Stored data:
-- -- --

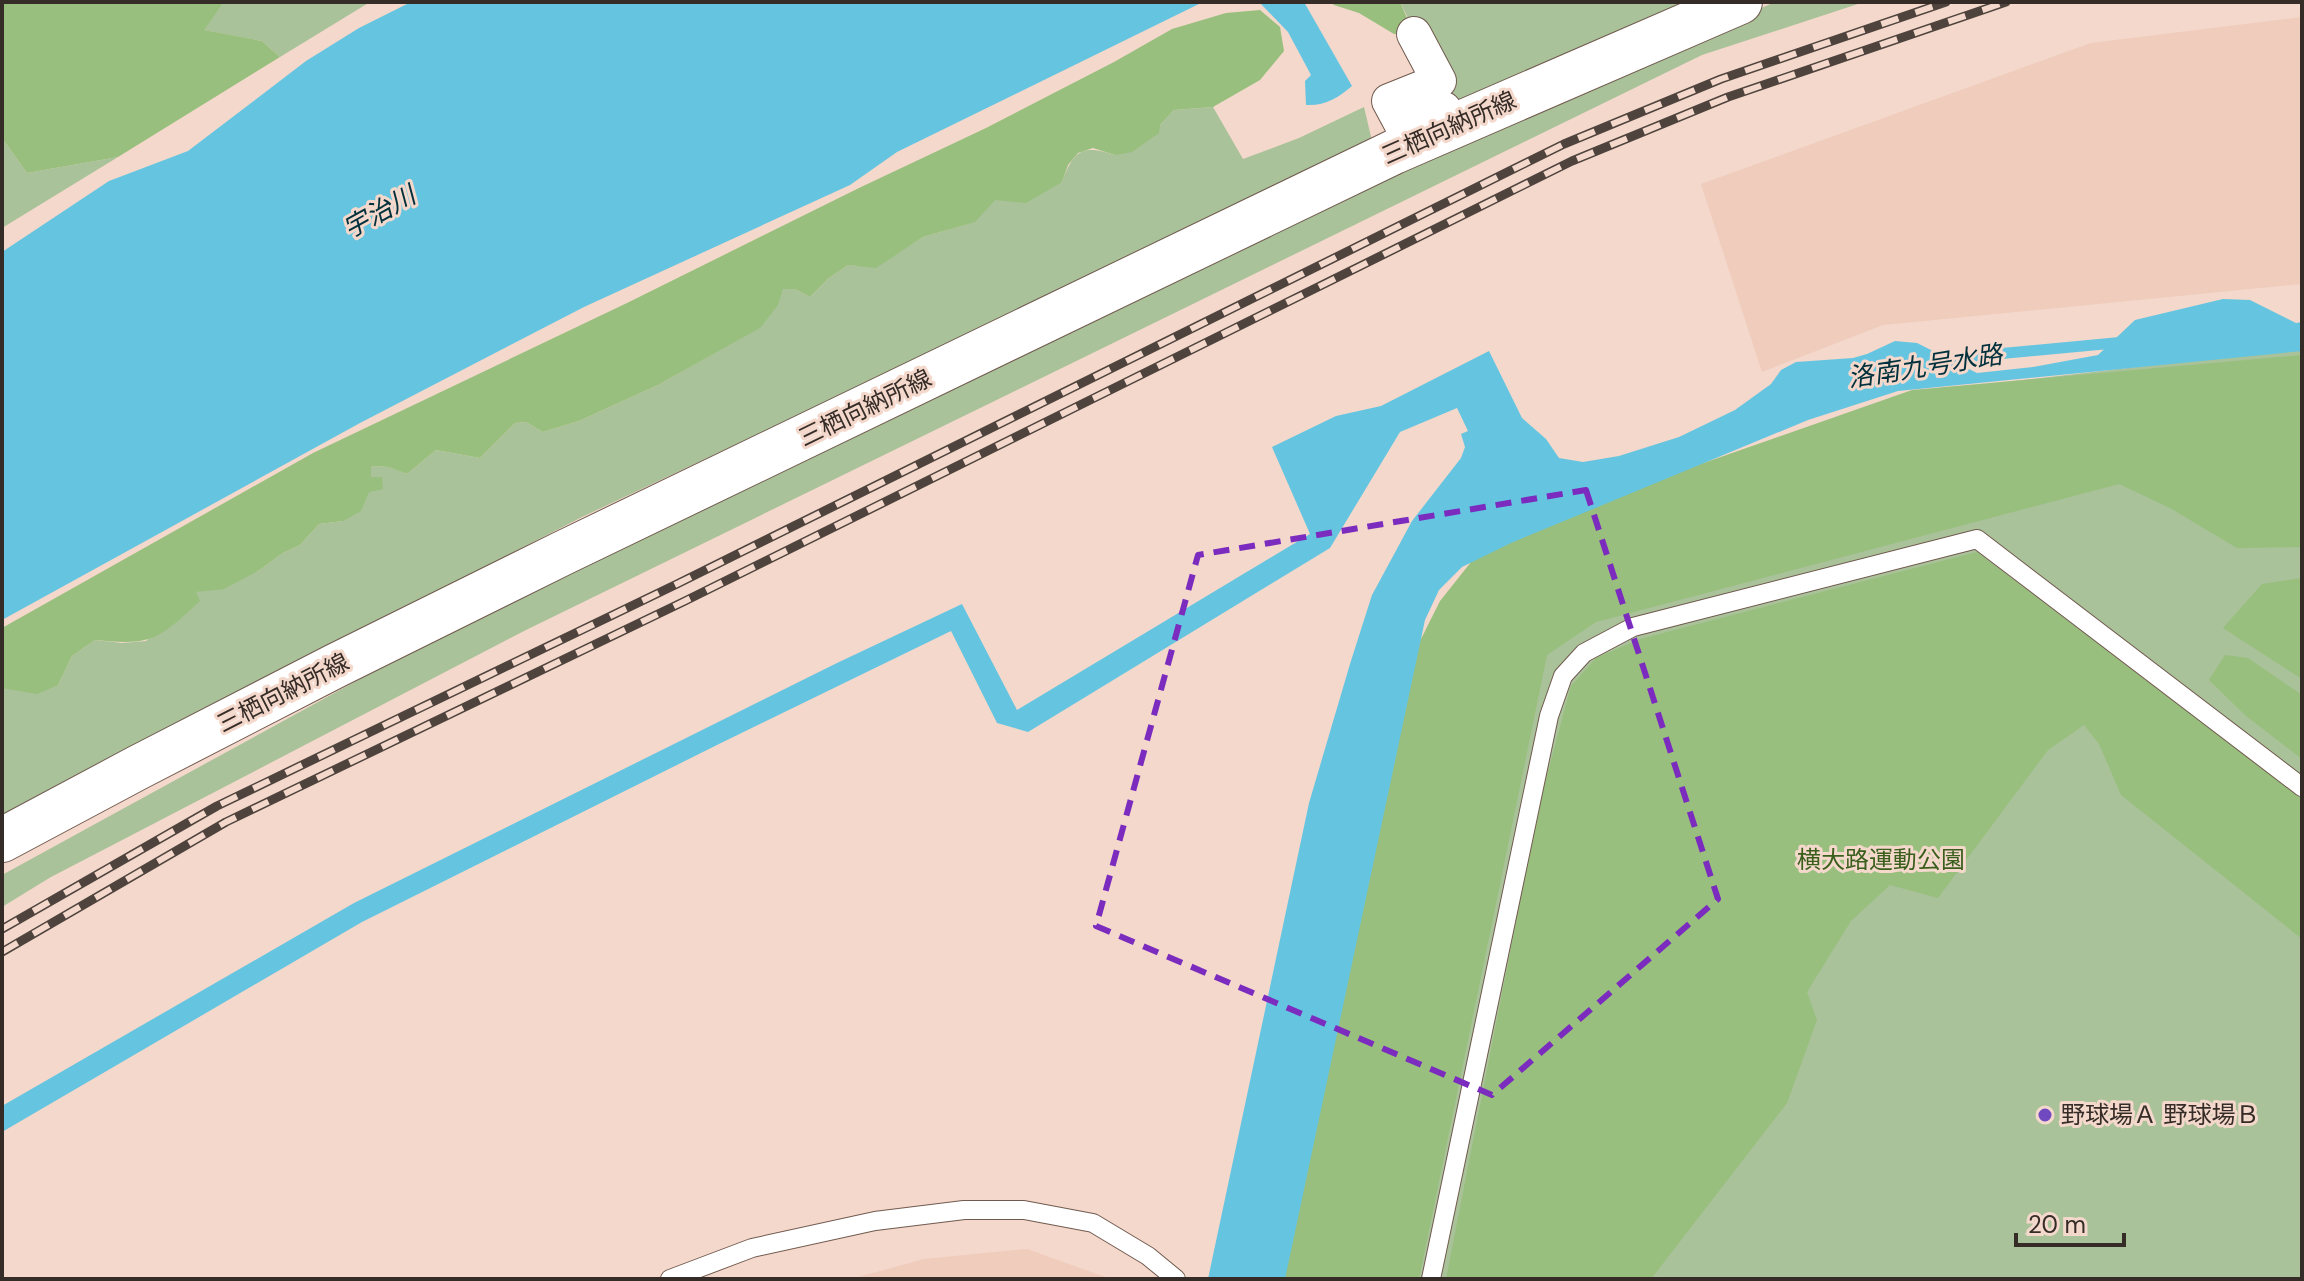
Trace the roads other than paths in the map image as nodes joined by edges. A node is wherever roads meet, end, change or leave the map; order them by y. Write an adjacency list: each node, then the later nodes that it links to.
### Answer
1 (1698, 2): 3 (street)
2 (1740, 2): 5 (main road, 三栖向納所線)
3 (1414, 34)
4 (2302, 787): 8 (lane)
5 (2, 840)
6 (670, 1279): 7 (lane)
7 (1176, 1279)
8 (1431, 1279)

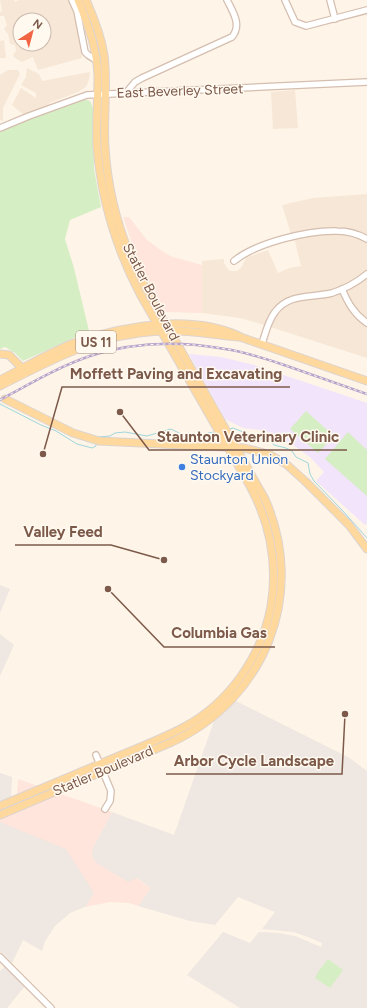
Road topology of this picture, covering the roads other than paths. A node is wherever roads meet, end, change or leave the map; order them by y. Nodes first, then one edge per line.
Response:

-- -- --

> [Your instructions]:
From the line containing "Road topology of" down to the last line of the records, transcribe every line exactly and add nothing else.

> [Exercise solution]:
Road topology of this picture, covering the roads other than paths. A node is wherever roads meet, end, change or leave the map; order them by y. Nodes first, then one edge per line.
Response:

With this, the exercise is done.